▸ **What is needed**
Report every line below that carries the word "graph".

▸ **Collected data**
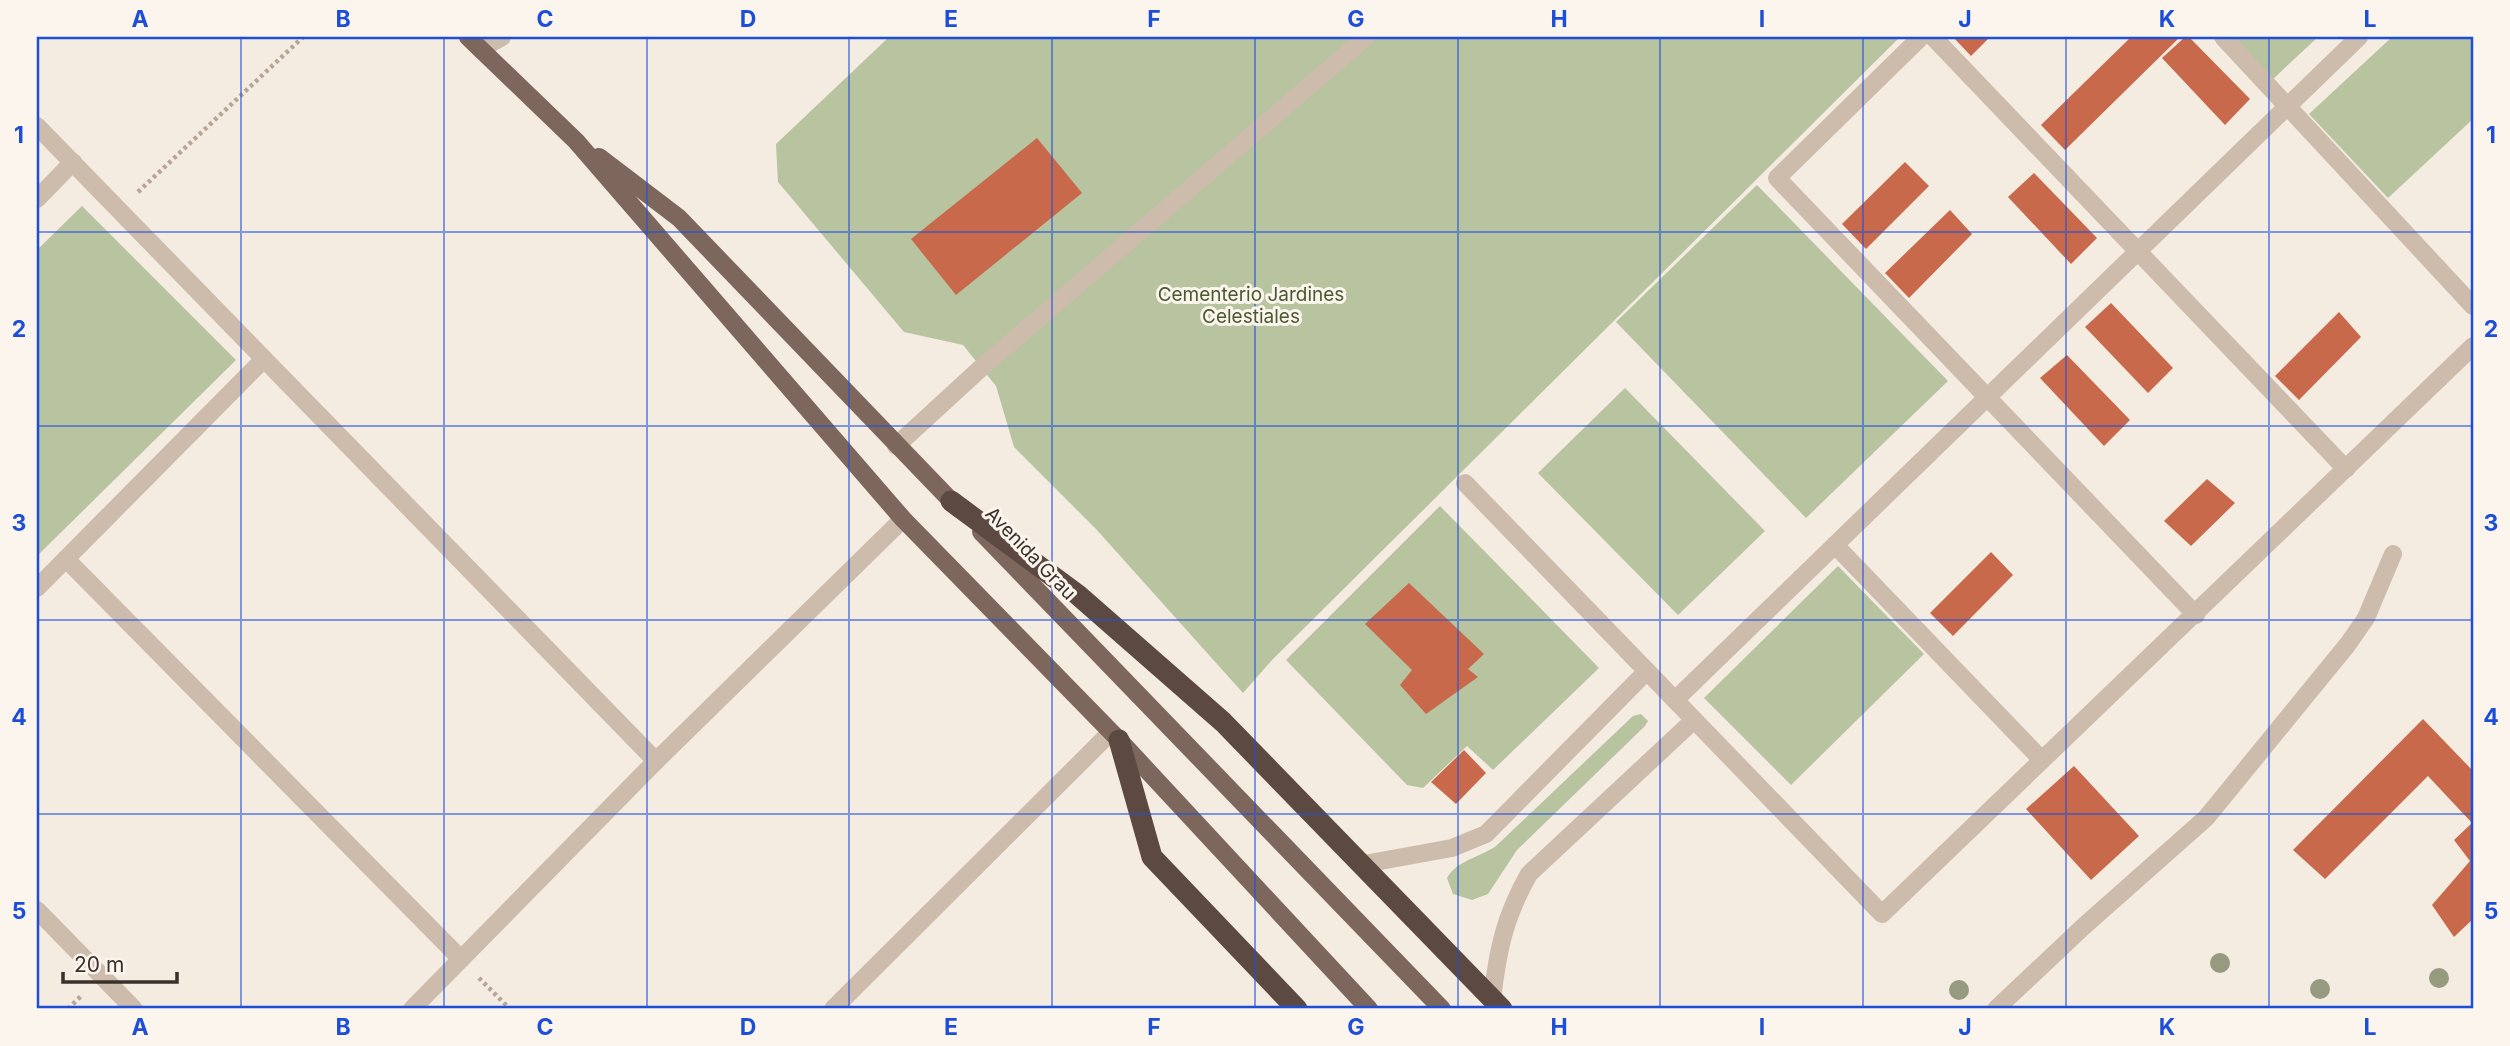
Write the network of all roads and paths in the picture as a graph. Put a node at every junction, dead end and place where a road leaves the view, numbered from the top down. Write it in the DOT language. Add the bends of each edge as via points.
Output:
graph roads {
  1 [pos="303,37"];
  2 [pos="502,37"];
  3 [pos="1366,37"];
  4 [pos="1921,37"];
  5 [pos="1933,37"];
  6 [pos="2223,37"];
  7 [pos="2359,37"];
  8 [pos="474,43"];
  9 [pos="2288,106"];
  10 [pos="37,126"];
  11 [pos="576,141"];
  12 [pos="74,162"];
  13 [pos="37,199"];
  14 [pos="118,211"];
  15 [pos="2138,251"];
  16 [pos="2473,306"];
  17 [pos="2473,346"];
  18 [pos="262,360"];
  19 [pos="1989,396"];
  20 [pos="896,446"];
  21 [pos="2346,469"];
  22 [pos="1465,483"];
  23 [pos="951,501"];
  24 [pos="903,519"];
  25 [pos="1835,545"];
  26 [pos="2393,554"];
  27 [pos="66,559"];
  28 [pos="37,588"];
  29 [pos="2196,615"];
  30 [pos="1647,671"];
  31 [pos="1675,700"];
  32 [pos="1694,720"];
  33 [pos="1115,736"];
  34 [pos="2042,760"];
  35 [pos="656,761"];
  36 [pos="1364,864"];
  37 [pos="37,910"];
  38 [pos="461,960"];
  39 [pos="1497,1004"];
  40 [pos="1289,1007"];
  41 [pos="134,1009"];
  42 [pos="412,1009"];
  43 [pos="510,1009"];
  44 [pos="833,1009"];
  45 [pos="1368,1009"];
  46 [pos="1442,1009"];
  47 [pos="1996,1009"];
  1 -- 14 [label="path"];
  2 -- 8 [label="street"];
  3 -- 20 [label="street"];
  4 -- 19 [label="street" via="1777,178"];
  5 -- 15 [label="street"];
  6 -- 9 [label="street"];
  7 -- 9 [label="street"];
  8 -- 11 [label="main road, Avenida Grau"];
  9 -- 15 [label="street"];
  9 -- 16 [label="street"];
  10 -- 12 [label="street"];
  11 -- 20 [label="main road, Avenida Grau" via="679,218"];
  11 -- 24 [label="main road, Avenida Grau"];
  12 -- 13 [label="street"];
  12 -- 14 [label="street"];
  14 -- 18 [label="street"];
  15 -- 19 [label="street"];
  15 -- 21 [label="street"];
  17 -- 21 [label="street"];
  18 -- 27 [label="street"];
  18 -- 35 [label="street"];
  19 -- 25 [label="street"];
  19 -- 29 [label="street"];
  20 -- 23 [label="main road, Avenida Grau"];
  21 -- 29 [label="street"];
  22 -- 30 [label="street"];
  23 -- 36 [label="highway" via="1078,595 1213,713"];
  23 -- 46 [label="main road, Avenida Grau"];
  24 -- 33 [label="main road, Avenida Grau"];
  24 -- 35 [label="street"];
  25 -- 31 [label="street"];
  25 -- 34 [label="street"];
  26 -- 47 [label="street" via="2354,636 2206,818"];
  27 -- 28 [label="street"];
  27 -- 38 [label="street"];
  29 -- 34 [label="street"];
  30 -- 31 [label="street"];
  30 -- 36 [label="street" via="1486,834 1452,848"];
  31 -- 32 [label="street"];
  32 -- 34 [label="street" via="1882,914"];
  32 -- 39 [label="street" via="1529,874 1511,906 1499,942"];
  33 -- 40 [label="highway" via="1152,857"];
  33 -- 44 [label="street"];
  33 -- 45 [label="main road, Avenida Grau"];
  35 -- 38 [label="street"];
  36 -- 39 [label="highway"];
  37 -- 41 [label="street"];
  38 -- 42 [label="street"];
  38 -- 43 [label="path"];
}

▸ **Response to this exercise**
Write the network of all roads and paths in the picture as a graph. Put a node at every junction, dead end and place where a road leaves the view, numbered from the top down. Write it in the DOT language. Add the bends of each edge as via points.
graph roads {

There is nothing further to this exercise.